## Required work
Scan the data below for lines holding the word "wherever", and copy each line found.

[Dataset records]
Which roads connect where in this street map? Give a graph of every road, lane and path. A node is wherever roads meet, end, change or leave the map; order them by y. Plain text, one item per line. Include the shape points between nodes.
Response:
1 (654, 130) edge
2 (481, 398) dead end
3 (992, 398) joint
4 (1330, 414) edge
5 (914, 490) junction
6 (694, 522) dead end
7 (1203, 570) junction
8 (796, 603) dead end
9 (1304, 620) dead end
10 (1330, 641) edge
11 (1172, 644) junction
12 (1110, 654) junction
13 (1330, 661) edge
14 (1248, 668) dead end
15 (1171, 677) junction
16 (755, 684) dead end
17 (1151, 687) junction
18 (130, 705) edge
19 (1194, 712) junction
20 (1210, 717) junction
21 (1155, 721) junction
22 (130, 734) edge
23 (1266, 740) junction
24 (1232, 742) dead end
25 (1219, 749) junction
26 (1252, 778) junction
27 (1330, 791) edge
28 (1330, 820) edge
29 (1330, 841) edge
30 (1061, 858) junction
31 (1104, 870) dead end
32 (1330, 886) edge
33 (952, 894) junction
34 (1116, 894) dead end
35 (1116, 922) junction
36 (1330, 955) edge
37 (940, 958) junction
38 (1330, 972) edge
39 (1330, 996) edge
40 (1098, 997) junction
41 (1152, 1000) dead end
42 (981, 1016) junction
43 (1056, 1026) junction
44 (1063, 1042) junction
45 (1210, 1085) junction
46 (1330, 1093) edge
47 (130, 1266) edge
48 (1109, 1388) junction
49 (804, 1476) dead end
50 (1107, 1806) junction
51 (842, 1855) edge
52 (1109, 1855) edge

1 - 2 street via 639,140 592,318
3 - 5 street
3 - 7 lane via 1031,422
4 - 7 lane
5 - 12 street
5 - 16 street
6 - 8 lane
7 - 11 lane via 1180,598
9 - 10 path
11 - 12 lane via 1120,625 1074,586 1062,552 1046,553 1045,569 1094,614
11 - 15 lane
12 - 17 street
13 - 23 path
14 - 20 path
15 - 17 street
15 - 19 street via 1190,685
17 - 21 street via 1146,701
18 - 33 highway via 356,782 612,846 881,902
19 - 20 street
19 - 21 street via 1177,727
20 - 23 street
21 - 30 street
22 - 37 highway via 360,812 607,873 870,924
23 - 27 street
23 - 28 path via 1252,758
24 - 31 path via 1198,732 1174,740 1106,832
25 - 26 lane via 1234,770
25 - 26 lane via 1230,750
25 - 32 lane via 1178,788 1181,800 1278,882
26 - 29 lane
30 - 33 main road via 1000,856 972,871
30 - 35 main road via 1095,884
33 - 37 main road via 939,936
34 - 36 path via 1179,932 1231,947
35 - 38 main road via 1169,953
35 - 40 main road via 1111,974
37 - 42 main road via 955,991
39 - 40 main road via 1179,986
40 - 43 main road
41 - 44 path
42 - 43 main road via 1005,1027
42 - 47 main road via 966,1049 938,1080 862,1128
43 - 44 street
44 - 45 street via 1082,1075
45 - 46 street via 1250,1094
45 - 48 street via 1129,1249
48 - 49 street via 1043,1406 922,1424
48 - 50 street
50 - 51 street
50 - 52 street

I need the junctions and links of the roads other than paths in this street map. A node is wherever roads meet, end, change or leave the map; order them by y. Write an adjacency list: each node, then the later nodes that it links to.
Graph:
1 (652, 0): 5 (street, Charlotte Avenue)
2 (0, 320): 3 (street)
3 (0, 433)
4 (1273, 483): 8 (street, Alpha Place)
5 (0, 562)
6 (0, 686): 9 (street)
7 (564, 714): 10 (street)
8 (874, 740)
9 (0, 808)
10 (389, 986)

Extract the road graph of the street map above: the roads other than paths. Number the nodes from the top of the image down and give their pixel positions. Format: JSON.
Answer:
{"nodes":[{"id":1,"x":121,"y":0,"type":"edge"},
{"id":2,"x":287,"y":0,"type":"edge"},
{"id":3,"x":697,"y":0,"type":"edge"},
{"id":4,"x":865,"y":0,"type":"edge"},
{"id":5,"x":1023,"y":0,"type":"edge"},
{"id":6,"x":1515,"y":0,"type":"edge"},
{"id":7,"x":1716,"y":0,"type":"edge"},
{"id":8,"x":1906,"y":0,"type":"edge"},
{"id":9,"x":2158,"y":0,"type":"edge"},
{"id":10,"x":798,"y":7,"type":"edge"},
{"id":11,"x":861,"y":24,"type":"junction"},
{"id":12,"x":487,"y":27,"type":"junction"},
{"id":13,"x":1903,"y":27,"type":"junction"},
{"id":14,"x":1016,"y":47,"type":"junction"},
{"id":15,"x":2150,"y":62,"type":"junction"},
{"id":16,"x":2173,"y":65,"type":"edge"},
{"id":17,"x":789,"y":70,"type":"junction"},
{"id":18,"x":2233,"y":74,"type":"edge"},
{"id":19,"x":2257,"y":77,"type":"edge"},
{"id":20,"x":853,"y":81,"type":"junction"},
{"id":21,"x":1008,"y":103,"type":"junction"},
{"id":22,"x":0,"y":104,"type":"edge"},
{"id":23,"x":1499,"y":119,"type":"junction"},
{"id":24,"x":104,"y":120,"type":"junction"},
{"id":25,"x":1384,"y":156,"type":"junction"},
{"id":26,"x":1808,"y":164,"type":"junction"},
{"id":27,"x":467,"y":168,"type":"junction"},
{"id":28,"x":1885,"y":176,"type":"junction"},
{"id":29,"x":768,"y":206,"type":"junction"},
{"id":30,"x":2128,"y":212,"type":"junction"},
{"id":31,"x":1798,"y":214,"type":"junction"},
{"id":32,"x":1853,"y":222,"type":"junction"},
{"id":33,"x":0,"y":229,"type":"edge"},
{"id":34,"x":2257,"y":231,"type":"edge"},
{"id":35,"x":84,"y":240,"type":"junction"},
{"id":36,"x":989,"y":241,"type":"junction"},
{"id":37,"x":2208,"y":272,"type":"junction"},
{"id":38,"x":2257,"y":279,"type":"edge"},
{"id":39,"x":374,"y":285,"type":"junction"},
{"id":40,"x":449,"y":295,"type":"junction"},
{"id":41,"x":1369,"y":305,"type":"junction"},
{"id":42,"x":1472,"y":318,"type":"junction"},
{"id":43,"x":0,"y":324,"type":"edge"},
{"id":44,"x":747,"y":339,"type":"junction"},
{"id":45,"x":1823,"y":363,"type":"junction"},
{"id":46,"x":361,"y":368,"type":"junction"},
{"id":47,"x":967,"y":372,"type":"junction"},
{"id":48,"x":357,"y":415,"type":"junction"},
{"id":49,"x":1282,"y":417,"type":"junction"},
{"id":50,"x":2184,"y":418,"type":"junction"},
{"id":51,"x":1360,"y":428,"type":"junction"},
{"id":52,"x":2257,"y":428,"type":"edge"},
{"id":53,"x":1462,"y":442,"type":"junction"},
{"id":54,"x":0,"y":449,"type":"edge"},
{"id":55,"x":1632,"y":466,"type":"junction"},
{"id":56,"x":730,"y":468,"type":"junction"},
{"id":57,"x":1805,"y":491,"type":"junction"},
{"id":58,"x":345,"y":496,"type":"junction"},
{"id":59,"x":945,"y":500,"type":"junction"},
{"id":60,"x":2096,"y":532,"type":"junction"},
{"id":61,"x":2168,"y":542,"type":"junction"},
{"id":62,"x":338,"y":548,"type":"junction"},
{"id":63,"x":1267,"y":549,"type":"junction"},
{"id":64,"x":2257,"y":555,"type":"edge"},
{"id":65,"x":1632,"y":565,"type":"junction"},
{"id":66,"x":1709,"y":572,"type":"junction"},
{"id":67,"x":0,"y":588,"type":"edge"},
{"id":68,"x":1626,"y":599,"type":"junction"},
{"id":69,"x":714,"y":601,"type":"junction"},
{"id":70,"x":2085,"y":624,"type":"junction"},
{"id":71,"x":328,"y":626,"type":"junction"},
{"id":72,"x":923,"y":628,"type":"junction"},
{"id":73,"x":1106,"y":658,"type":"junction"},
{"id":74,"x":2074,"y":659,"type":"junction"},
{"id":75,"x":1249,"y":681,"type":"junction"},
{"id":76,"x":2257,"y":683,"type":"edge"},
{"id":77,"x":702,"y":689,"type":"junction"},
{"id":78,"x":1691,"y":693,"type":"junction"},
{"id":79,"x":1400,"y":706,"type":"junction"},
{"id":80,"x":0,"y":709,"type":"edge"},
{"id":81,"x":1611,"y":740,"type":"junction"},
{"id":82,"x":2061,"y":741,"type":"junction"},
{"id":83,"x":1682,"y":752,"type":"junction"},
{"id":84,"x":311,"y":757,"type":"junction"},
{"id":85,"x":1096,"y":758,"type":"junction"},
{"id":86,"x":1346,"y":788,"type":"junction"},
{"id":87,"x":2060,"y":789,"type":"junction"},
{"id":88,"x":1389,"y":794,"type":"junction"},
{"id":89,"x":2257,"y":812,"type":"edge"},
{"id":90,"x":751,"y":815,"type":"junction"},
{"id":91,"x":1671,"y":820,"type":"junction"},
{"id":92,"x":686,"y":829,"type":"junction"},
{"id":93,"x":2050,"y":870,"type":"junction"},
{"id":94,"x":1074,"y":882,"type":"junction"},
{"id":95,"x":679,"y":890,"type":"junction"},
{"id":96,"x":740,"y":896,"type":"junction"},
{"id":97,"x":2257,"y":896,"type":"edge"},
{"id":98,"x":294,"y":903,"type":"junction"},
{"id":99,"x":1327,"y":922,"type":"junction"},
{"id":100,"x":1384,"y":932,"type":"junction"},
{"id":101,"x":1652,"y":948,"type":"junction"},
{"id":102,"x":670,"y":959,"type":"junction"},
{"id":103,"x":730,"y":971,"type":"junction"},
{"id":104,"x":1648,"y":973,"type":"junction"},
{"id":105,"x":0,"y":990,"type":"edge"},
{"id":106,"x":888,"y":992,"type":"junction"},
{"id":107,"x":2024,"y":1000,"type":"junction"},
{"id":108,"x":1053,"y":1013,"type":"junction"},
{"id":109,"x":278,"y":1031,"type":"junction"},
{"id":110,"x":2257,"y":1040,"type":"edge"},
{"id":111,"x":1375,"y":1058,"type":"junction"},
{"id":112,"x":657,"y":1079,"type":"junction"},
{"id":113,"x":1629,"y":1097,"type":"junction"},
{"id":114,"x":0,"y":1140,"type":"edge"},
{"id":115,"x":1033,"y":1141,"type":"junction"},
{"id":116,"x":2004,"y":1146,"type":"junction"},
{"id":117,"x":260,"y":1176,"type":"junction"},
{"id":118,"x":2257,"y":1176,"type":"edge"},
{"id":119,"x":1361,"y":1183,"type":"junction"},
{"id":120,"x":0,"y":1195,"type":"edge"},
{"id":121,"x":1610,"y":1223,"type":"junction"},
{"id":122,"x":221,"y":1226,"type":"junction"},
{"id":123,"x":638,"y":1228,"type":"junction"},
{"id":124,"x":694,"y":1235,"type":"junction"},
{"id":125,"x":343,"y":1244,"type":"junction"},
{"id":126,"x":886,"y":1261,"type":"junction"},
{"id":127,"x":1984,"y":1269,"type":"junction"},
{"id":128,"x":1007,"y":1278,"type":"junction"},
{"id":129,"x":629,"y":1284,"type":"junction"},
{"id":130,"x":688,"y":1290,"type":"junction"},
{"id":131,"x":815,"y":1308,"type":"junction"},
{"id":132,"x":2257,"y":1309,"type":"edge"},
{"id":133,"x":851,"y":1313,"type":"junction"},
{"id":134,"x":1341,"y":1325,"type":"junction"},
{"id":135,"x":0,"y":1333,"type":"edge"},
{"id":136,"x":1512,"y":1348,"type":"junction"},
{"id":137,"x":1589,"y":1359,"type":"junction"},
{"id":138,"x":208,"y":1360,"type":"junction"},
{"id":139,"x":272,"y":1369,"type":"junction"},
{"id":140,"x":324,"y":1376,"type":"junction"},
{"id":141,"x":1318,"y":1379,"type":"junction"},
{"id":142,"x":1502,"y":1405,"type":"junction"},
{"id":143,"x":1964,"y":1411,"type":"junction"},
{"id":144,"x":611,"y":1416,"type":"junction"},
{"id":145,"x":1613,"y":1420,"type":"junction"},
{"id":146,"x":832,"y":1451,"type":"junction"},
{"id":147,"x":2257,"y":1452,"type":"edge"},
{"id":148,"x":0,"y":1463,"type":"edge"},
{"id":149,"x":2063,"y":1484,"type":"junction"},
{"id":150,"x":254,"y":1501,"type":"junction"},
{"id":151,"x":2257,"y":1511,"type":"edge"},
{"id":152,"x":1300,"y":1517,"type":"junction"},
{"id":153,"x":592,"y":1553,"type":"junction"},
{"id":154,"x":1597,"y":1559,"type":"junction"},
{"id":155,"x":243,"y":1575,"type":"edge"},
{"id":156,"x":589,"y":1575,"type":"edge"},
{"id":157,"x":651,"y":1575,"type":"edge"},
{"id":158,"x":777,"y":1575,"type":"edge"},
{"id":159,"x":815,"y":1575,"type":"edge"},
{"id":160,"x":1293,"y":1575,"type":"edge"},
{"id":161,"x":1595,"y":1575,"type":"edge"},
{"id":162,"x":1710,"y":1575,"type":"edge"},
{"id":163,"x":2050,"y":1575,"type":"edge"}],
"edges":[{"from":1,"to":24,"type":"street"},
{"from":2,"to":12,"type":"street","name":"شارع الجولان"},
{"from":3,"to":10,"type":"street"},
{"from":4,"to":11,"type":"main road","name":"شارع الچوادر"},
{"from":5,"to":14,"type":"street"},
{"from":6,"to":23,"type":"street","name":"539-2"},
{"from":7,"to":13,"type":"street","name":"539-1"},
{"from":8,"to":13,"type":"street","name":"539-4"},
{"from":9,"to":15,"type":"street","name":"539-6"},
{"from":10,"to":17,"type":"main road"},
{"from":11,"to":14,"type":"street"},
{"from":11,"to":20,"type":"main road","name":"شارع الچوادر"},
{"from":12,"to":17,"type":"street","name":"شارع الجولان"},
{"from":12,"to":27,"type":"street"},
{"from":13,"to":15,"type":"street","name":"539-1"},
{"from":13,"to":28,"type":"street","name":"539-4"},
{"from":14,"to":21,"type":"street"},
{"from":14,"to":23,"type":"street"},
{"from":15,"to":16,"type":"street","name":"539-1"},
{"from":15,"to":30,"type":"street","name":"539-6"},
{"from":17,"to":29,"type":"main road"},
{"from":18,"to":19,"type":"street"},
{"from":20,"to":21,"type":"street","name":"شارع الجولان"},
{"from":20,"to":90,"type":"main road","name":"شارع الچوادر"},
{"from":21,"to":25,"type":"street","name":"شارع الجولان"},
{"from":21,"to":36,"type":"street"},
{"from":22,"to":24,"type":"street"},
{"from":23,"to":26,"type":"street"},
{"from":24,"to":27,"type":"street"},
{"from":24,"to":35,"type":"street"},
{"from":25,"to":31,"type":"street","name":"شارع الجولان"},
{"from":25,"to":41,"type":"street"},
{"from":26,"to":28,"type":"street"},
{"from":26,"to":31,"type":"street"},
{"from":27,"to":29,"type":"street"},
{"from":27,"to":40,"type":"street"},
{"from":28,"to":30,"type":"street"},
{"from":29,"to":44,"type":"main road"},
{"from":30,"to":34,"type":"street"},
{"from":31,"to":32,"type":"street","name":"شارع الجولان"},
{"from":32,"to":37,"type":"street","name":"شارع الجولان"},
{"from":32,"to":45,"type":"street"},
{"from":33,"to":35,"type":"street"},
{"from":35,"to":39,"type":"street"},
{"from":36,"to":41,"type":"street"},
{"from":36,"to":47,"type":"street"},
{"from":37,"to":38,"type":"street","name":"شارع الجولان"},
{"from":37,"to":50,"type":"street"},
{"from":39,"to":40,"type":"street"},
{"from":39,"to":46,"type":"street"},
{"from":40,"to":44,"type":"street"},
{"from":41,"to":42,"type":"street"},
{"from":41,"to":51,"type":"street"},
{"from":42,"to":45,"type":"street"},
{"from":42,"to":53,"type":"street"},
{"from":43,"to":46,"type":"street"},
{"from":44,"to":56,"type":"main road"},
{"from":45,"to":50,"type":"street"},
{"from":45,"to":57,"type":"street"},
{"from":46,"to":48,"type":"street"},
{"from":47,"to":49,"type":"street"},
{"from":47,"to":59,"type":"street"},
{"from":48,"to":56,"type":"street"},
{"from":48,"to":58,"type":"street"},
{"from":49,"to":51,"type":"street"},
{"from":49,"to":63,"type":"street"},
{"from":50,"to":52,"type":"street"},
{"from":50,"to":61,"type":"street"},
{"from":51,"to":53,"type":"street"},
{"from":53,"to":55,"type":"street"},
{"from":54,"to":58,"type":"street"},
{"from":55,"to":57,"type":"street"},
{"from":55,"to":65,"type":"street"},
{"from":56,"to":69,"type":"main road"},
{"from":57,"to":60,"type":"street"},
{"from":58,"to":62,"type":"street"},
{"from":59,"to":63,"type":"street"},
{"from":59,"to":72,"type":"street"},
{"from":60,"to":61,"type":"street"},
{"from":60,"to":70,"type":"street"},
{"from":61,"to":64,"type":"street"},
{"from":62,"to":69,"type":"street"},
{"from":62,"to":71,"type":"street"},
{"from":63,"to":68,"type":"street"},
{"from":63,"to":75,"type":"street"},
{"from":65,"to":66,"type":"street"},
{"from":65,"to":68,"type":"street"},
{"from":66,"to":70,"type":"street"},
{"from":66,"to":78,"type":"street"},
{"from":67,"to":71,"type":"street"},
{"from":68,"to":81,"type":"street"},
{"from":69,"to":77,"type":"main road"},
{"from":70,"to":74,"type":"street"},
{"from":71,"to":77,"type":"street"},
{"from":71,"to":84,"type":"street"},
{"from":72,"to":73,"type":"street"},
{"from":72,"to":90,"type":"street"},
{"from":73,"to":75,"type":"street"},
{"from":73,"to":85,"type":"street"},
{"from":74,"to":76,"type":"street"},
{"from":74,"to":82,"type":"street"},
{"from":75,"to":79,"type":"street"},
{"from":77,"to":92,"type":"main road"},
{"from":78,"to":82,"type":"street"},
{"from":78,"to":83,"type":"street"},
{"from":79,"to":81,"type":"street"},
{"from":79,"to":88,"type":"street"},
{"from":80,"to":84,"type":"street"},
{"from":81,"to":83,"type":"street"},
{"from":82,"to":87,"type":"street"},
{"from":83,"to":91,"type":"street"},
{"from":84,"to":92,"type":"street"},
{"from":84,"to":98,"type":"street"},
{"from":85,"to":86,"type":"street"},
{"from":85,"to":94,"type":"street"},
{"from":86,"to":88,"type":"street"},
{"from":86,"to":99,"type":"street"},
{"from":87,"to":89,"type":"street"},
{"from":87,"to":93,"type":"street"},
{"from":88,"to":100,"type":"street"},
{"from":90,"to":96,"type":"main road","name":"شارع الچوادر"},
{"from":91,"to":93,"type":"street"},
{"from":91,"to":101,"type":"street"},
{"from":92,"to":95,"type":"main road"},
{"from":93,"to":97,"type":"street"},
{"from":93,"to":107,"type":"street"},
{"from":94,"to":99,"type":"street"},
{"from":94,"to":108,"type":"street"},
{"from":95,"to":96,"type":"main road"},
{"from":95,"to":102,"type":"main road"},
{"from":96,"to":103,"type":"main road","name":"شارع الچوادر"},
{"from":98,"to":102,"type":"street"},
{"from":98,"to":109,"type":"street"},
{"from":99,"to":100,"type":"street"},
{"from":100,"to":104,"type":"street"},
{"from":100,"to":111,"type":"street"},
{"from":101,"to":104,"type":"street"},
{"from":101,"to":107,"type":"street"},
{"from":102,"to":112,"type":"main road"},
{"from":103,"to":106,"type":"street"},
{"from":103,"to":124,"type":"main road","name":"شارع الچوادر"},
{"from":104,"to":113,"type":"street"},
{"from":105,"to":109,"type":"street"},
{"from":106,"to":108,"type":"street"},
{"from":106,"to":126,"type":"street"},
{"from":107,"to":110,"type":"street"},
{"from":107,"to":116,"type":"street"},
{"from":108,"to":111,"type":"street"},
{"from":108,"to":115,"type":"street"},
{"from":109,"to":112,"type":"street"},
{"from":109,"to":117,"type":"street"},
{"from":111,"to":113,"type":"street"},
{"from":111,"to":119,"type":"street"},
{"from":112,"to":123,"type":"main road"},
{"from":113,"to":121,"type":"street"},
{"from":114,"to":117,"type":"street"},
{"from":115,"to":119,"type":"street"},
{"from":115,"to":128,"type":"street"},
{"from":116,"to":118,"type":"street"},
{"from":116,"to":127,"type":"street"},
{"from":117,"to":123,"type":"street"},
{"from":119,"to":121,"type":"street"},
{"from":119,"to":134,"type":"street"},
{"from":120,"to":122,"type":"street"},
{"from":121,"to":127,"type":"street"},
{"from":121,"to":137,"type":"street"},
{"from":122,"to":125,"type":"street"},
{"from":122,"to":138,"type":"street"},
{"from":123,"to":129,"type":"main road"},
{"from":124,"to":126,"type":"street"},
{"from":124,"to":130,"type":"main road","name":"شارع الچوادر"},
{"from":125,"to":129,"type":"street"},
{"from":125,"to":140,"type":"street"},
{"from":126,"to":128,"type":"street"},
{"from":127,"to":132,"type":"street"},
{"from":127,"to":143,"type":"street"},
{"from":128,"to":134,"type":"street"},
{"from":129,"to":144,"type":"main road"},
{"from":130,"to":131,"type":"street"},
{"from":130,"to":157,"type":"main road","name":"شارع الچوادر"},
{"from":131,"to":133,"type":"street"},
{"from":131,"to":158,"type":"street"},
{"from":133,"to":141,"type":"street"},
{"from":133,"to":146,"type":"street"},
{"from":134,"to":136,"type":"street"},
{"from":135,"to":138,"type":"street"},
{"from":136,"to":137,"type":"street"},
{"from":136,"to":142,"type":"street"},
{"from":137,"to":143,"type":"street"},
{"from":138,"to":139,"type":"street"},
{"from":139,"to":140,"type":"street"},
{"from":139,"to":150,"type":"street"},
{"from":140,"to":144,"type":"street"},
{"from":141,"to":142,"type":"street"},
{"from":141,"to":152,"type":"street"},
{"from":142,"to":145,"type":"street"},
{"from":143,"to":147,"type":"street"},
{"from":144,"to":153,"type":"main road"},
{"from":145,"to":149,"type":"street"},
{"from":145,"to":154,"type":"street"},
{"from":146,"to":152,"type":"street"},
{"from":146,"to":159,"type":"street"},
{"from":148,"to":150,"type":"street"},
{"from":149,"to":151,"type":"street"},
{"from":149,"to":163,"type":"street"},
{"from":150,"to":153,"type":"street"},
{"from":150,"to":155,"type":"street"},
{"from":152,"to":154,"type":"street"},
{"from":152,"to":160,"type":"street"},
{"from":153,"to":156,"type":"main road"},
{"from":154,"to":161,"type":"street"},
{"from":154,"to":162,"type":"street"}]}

## Exercise output
Which roads connect where in this street map? Give a graph of every road, lane and path. A node is wherever roads meet, end, change or leave the map; order them by y. Plain text, one item per line. Include the shape points between nodes.
I need the junctions and links of the roads other than paths in this street map. A node is wherever roads meet, end, change or leave the map; order them by y. Write an adjacency list: each node, then the later nodes that it links to.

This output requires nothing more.